# Dataset entries
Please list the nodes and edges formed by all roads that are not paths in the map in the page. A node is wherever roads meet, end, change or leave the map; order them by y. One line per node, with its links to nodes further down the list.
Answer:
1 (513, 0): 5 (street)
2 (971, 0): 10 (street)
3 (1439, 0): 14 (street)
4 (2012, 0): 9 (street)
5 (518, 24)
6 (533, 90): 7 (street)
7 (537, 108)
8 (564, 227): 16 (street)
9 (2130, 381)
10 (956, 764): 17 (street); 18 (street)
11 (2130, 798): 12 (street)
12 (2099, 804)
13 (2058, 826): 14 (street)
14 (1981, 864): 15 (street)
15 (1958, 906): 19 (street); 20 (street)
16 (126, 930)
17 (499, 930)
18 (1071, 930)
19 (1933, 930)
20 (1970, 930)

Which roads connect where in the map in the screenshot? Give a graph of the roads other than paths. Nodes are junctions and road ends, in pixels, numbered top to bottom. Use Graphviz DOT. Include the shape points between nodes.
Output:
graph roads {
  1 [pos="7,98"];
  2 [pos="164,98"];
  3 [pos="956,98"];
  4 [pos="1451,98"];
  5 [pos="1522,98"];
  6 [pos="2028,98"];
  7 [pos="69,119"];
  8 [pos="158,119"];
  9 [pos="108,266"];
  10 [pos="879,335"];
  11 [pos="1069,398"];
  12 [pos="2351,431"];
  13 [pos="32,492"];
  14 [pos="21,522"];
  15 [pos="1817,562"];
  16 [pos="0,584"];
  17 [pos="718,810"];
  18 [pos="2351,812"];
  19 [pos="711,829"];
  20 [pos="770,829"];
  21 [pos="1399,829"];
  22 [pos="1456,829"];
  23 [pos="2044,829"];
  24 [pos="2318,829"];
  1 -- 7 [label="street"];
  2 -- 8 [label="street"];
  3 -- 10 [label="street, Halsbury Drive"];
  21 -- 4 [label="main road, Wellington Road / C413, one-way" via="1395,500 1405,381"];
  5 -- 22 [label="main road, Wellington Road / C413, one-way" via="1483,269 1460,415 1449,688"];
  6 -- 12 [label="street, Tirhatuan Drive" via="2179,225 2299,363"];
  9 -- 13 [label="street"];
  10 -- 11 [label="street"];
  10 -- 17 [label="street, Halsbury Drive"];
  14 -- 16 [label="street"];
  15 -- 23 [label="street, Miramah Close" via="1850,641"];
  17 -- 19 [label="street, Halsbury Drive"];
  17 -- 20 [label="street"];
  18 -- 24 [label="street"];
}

# What you need to do
What is needed is every line from the data above that includes the string "paths", copied out.

# Exercise solution
Please list the nodes and edges formed by all roads that are not paths in the map in the page. A node is wherever roads meet, end, change or leave the map; order them by y. One line per node, with its links to nodes further down the list.
Which roads connect where in the map in the screenshot? Give a graph of the roads other than paths. Nodes are junctions and road ends, in pixels, numbered top to bottom. Use Graphviz DOT. Include the shape points between nodes.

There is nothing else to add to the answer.